We read in the last part of verse 9 in Isaiah 53…

…because he had done no violence, neither was any deceit in his mouth.

That word deceit is a synonym of the word guile.  This absence of guile was the very provision for the Son of God to have been able to not open his mouth and to be as a sheep before His shearers.  And through my precious daughter with her flood of questions, anxiety attacks and heartache, I am oppressed and afflicted, sharing in the suffering of our Savior.  If there is guile to be found in me, I will not be silent and will act out of impulse.  That is not to say that I am to ignore her, but the silence will be that which flows out of guilelessness that will give me the wisdom to answer because I have learned to wait.  In the first line of verse 10 in Isaiah 53 we read a staggering truth that few have contemplated.  When I read it in light of what I am enduring I could only cry.  Something transpired in me.  It changed me and left me in wonder at the wisdom of God.  Not only that, but the privilege of it all. 

Isaiah 53: 10

Yet it pleased the Lord to bruise him; he hath put him to grief

Jesus is the Patterned Son, our Forerunner.  He said, “Take up your cross and follow Me”.  Not all of us have the same crosses to bear.  It comes in different forms.  It behooves us to discern between spiritual attacks and our crosses to bear.  However, what we need to grasp and contemplate is how we bear our cross.  Are we without guile?  When our buttons are pushed, do we have to defend ourselves?  Are we running with the crowd or have we seen the gift that silence truly is.  Are we priestly in our lives no matter what we do?  Because when Jesus as the spotless Lamb of God laid on the altar, He laid His life down willingly.  Not trying to save face or defend Himself.  His sacrifice was priestly.  Is the sacrifice of your life that you bring to Him priestly or is there still self-serving and self-consideration in your doing?  Is there guile?  Are you able to wait?
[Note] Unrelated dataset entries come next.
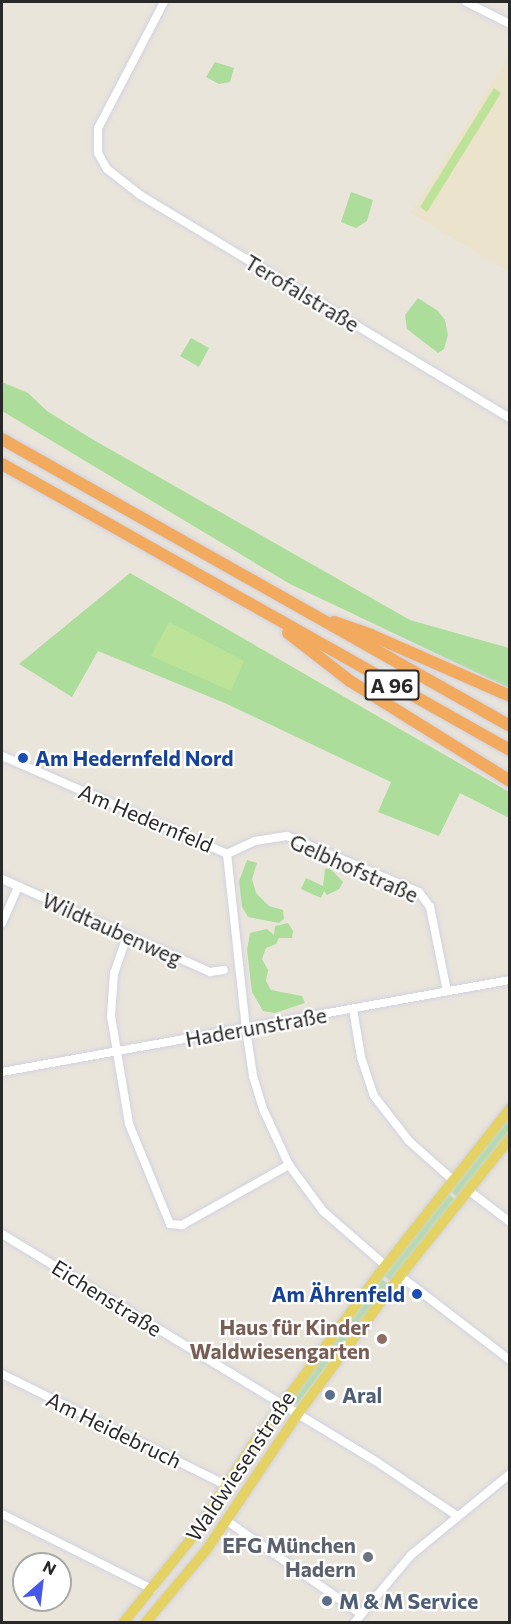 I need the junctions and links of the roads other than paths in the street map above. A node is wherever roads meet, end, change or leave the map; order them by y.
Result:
1 (164, 2) edge
2 (466, 2) edge
3 (510, 24) edge
4 (510, 418) edge
5 (2, 439) edge
6 (2, 464) edge
7 (309, 614) junction
8 (274, 620) junction
9 (510, 696) edge
10 (510, 726) edge
11 (510, 750) edge
12 (2, 756) edge
13 (510, 781) edge
14 (227, 855) junction
15 (2, 879) edge
16 (18, 886) junction
17 (2, 923) edge
18 (127, 936) junction
19 (224, 970) dead end
20 (510, 980) edge
21 (447, 991) junction
22 (353, 1009) junction
23 (246, 1029) junction
24 (117, 1051) junction
25 (2, 1072) edge
26 (510, 1109) edge
27 (510, 1138) edge
28 (289, 1165) junction
29 (453, 1180) junction
30 (468, 1190) junction
31 (510, 1222) edge
32 (2, 1234) edge
33 (386, 1266) junction
34 (400, 1276) junction
35 (510, 1360) edge
36 (2, 1374) edge
37 (282, 1404) junction
38 (297, 1415) junction
39 (510, 1474) edge
40 (226, 1485) junction
41 (2, 1514) edge
42 (456, 1515) junction
43 (227, 1521) junction
44 (152, 1589) junction
45 (361, 1614) junction
46 (124, 1623) edge
47 (146, 1623) edge
48 (355, 1623) edge

1 - 4 street, Terofalstraße
2 - 3 street
5 - 7 highway, A 96
6 - 8 highway, A 96
7 - 9 highway
7 - 10 highway, A 96
8 - 11 highway, A 96
8 - 13 highway
12 - 14 street, Am Hedernfeld
14 - 21 street, Gelbhofstraße
14 - 23 street, Am Hedernfeld
15 - 16 street, Wildtaubenweg
16 - 17 street
16 - 18 street, Wildtaubenweg
18 - 19 street, Wildtaubenweg
18 - 24 street
20 - 21 street, Haderunstraße
21 - 22 street, Haderunstraße
22 - 23 street, Haderunstraße
22 - 29 street
23 - 24 street, Haderunstraße
23 - 28 street, Am Hedernfeld
24 - 25 street, Haderunstraße
24 - 28 street
26 - 29 main road, Waldwiesenstraße
27 - 30 main road, Waldwiesenstraße
28 - 33 street, Am Hedernfeld
29 - 33 main road, Waldwiesenstraße
30 - 31 street
30 - 34 main road, Waldwiesenstraße
32 - 37 street, Eichenstraße
33 - 37 main road, Waldwiesenstraße
34 - 35 street
34 - 38 main road, Waldwiesenstraße
36 - 40 street, Am Heidebruch
37 - 38 street, Eichenstraße
37 - 40 main road, Waldwiesenstraße
38 - 42 street, Eichenstraße
38 - 43 main road, Waldwiesenstraße
39 - 42 street
40 - 44 main road, Waldwiesenstraße
41 - 44 street
42 - 45 street
43 - 45 street
43 - 47 main road, Waldwiesenstraße
44 - 46 main road, Waldwiesenstraße
45 - 48 street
My mentor, Arthur Katz, once said the following, “Martyrdom is meekly suffering in adversity, even unto death.  It is the ultimate expression of love and resurrection life”. 

How you die now matters, because it will determine how you will die should it be required of you one day. 

Psalm 116:15

Precious in the sight of the Lord is the death of his saints

The day may come when I will have to lay my life down and how I lay it down will be the summation of all my dying I have done up until that very moment.  Will I be struggling, defending or even crying out, or will I be without guile?  Will I be dumb and silent as a lamb led to the slaughter?